Stored data entries
Content starts

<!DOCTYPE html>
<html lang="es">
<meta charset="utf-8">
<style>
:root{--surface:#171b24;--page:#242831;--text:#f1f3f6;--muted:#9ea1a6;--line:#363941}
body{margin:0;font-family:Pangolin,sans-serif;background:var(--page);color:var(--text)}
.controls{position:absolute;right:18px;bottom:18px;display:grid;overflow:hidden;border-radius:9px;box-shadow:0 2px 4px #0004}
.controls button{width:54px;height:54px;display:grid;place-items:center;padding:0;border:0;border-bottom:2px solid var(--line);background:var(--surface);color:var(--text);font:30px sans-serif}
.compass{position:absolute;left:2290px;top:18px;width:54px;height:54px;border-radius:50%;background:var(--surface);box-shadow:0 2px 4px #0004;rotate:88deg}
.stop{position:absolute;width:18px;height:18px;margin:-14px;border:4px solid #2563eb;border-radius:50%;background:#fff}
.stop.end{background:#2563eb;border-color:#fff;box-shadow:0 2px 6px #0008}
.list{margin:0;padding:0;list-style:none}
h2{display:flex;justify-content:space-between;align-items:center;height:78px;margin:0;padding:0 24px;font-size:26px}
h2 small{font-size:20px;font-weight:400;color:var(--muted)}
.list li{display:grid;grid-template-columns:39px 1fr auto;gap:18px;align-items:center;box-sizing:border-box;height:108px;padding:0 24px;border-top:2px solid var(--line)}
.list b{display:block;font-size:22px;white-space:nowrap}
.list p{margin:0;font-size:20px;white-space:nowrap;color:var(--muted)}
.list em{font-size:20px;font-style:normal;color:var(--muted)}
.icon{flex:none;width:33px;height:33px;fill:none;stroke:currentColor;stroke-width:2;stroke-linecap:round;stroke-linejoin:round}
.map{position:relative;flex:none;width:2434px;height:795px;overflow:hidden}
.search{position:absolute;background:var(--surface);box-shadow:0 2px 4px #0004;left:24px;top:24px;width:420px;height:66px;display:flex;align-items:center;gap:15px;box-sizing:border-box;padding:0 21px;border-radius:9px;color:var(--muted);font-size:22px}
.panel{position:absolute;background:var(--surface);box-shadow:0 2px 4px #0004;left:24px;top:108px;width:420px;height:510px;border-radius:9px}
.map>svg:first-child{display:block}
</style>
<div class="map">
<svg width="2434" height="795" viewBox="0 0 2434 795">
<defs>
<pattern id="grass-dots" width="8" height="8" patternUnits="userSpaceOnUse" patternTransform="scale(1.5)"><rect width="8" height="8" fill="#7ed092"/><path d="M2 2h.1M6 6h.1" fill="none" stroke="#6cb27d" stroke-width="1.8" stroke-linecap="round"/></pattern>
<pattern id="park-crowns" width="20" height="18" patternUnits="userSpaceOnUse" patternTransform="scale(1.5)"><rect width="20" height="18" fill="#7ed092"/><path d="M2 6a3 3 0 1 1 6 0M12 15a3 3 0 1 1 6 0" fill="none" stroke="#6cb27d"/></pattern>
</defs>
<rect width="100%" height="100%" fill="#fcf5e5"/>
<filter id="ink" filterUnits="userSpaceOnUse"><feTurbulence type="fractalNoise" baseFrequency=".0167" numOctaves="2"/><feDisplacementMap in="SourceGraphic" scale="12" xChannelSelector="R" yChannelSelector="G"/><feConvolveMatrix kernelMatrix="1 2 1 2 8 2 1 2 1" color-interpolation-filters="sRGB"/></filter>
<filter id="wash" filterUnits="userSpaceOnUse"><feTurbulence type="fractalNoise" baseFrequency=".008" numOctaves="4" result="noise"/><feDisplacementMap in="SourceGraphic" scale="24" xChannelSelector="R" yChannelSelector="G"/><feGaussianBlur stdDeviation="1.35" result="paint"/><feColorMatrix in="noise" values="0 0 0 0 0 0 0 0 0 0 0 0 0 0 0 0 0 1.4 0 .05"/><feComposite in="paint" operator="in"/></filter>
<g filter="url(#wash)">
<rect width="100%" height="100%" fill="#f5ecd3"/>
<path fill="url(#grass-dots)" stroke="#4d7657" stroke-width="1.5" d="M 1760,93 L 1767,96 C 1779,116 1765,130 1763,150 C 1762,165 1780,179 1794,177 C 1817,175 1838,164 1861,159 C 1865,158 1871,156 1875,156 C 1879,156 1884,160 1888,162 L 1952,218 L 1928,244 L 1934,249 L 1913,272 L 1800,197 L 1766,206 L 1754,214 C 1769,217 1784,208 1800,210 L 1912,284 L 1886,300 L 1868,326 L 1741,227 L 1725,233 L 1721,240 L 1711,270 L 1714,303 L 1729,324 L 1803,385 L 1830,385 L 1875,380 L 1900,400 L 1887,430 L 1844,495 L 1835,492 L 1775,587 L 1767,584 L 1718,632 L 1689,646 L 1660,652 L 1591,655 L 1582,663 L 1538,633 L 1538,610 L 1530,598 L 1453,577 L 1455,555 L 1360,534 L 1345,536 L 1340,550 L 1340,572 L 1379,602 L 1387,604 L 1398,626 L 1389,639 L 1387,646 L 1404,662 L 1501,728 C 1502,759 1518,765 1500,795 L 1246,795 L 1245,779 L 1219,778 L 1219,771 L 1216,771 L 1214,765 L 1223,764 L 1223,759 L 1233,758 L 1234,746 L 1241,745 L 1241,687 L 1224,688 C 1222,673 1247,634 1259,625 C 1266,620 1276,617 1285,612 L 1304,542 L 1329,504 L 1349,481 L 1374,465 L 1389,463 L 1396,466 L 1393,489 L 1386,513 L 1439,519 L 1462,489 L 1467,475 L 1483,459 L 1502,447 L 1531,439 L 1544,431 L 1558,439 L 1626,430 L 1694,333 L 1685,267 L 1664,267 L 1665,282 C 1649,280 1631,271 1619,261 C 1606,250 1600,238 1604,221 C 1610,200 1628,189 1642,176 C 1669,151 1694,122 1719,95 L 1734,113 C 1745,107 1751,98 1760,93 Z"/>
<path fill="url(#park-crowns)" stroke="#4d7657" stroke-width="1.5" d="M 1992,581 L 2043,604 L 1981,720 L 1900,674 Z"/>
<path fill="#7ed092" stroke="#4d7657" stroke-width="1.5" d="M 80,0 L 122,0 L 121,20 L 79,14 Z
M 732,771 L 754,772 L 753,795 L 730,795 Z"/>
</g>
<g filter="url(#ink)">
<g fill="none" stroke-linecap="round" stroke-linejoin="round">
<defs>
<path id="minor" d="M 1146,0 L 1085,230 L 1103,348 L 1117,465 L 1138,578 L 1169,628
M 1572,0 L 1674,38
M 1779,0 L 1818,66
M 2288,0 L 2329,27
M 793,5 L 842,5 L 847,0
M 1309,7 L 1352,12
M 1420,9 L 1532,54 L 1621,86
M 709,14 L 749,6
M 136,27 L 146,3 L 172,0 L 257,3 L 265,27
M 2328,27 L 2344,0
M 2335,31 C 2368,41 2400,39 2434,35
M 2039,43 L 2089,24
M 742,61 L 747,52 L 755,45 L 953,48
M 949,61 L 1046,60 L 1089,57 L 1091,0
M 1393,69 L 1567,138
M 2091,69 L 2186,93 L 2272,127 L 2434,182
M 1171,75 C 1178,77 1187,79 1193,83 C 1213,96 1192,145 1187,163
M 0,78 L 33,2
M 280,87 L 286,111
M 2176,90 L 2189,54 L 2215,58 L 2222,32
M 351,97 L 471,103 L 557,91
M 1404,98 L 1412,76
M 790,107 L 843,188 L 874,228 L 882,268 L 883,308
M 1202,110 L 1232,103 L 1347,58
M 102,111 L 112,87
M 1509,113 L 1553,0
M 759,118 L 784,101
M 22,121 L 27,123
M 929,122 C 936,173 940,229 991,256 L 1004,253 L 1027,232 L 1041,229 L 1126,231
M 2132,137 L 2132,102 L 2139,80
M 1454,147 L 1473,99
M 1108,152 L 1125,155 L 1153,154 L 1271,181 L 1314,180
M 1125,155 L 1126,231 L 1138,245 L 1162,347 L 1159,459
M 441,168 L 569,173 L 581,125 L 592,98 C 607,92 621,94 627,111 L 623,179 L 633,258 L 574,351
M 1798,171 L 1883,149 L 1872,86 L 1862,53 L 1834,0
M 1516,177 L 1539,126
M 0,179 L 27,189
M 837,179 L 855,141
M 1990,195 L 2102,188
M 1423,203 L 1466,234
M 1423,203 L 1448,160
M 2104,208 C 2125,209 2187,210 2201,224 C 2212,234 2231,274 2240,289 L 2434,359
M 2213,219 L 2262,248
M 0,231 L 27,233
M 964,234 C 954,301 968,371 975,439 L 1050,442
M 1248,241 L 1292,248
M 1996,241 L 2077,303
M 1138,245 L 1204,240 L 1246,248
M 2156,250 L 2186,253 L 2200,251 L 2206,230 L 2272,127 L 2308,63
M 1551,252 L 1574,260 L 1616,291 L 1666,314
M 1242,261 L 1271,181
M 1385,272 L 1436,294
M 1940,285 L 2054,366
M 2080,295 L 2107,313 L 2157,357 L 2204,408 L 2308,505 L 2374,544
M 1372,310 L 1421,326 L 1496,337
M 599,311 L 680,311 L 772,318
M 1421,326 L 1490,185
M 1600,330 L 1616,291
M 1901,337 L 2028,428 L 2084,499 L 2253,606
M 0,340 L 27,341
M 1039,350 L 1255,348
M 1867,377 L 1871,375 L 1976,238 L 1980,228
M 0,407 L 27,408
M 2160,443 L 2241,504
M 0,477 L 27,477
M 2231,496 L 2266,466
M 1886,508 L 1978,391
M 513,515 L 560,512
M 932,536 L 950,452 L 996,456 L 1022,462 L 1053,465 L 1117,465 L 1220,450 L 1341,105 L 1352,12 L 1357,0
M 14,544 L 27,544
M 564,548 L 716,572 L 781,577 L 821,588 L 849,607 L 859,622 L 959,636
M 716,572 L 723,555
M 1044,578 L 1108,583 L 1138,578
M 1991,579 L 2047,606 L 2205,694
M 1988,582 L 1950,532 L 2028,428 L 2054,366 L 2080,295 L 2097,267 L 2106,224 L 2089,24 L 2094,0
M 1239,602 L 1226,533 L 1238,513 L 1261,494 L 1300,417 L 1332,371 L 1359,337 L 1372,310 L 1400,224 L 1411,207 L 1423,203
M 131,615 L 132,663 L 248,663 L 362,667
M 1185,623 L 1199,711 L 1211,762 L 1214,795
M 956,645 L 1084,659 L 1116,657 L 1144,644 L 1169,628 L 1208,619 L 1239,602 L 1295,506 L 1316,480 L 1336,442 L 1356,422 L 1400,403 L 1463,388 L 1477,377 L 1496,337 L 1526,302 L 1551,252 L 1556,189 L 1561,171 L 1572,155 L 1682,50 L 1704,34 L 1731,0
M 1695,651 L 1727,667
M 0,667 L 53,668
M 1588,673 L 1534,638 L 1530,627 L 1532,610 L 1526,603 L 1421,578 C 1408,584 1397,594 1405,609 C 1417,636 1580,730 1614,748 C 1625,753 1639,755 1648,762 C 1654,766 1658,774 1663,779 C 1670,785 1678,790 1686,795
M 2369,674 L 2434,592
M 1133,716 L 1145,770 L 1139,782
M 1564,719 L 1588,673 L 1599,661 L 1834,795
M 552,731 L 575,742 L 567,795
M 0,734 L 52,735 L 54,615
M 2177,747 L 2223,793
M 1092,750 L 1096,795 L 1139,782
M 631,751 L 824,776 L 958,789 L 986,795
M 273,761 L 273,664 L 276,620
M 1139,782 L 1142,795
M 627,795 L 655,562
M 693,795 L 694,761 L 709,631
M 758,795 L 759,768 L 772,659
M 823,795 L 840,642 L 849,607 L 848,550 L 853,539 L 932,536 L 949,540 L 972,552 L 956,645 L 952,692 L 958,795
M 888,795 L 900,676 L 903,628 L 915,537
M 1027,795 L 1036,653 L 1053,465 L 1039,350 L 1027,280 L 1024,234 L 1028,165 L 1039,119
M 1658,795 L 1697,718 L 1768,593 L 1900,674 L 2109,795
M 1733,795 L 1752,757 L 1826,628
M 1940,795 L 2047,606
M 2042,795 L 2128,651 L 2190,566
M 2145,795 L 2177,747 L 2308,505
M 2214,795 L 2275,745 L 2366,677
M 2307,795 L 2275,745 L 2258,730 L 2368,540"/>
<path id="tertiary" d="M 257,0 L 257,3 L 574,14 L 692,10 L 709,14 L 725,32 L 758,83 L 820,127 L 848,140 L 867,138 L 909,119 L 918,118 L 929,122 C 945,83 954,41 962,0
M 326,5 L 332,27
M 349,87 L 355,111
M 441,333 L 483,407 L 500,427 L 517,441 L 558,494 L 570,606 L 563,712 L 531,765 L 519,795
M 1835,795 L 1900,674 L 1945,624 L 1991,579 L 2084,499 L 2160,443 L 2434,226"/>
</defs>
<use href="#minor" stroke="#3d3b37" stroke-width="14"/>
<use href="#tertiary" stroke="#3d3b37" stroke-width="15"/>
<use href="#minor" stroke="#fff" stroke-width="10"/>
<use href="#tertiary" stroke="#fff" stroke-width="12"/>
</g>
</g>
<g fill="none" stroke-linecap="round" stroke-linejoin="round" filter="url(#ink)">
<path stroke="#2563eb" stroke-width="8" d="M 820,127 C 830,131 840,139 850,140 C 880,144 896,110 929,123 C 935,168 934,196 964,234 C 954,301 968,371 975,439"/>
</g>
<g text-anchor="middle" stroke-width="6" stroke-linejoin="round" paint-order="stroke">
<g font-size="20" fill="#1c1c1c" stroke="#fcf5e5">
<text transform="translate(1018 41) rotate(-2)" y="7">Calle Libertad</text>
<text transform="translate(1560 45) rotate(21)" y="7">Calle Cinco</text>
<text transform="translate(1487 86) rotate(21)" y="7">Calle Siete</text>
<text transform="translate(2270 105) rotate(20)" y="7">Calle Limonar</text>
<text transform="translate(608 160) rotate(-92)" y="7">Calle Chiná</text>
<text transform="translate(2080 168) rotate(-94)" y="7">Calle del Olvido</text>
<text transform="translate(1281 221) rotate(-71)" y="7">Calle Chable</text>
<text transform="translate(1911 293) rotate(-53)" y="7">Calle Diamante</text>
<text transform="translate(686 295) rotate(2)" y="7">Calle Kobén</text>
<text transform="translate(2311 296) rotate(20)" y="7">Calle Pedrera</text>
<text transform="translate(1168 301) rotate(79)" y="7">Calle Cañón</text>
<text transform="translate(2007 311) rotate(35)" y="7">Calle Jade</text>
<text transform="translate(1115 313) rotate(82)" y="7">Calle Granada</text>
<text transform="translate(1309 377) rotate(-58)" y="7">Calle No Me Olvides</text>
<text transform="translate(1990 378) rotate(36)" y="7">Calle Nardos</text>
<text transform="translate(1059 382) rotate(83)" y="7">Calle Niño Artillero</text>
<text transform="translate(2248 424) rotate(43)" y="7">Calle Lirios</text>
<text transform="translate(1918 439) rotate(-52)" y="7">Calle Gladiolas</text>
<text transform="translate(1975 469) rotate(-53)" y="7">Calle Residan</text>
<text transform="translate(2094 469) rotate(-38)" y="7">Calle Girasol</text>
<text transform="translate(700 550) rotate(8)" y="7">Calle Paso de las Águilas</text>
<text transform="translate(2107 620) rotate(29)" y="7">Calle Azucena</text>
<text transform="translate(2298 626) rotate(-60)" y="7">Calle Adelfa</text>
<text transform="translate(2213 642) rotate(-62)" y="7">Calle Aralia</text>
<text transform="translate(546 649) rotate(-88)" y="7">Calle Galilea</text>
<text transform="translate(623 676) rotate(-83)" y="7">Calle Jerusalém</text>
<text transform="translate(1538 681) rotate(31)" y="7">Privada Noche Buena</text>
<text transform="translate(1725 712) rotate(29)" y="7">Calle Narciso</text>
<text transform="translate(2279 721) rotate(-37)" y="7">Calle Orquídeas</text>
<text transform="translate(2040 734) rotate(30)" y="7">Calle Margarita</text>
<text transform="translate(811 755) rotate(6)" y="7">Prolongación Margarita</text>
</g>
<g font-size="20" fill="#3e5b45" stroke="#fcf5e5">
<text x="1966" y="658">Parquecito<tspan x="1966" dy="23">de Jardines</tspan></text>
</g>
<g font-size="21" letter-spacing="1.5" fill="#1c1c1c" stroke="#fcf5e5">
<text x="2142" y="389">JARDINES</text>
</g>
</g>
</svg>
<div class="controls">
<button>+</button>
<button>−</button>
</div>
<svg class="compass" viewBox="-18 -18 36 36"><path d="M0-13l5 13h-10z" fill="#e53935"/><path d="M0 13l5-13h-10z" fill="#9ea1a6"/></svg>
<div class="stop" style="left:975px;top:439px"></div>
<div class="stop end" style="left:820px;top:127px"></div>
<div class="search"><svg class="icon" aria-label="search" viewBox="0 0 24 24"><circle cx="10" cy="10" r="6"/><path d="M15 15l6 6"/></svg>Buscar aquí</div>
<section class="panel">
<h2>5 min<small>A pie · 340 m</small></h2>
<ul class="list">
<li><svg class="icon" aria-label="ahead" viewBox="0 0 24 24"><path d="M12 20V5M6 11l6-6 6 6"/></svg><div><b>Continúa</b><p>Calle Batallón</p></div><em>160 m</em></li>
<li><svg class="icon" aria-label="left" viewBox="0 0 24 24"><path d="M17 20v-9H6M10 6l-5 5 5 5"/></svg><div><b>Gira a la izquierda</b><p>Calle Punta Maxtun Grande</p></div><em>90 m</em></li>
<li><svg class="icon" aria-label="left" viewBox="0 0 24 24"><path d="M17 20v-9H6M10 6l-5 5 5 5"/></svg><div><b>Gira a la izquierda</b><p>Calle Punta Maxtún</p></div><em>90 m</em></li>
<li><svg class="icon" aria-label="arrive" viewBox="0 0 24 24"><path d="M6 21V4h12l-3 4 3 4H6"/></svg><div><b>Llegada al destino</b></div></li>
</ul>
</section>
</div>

Content ends

• _Work instruction_
Working through the records above, establish how many lines contain the string "bottom", and reply with the number by itself.

• _Output below_
2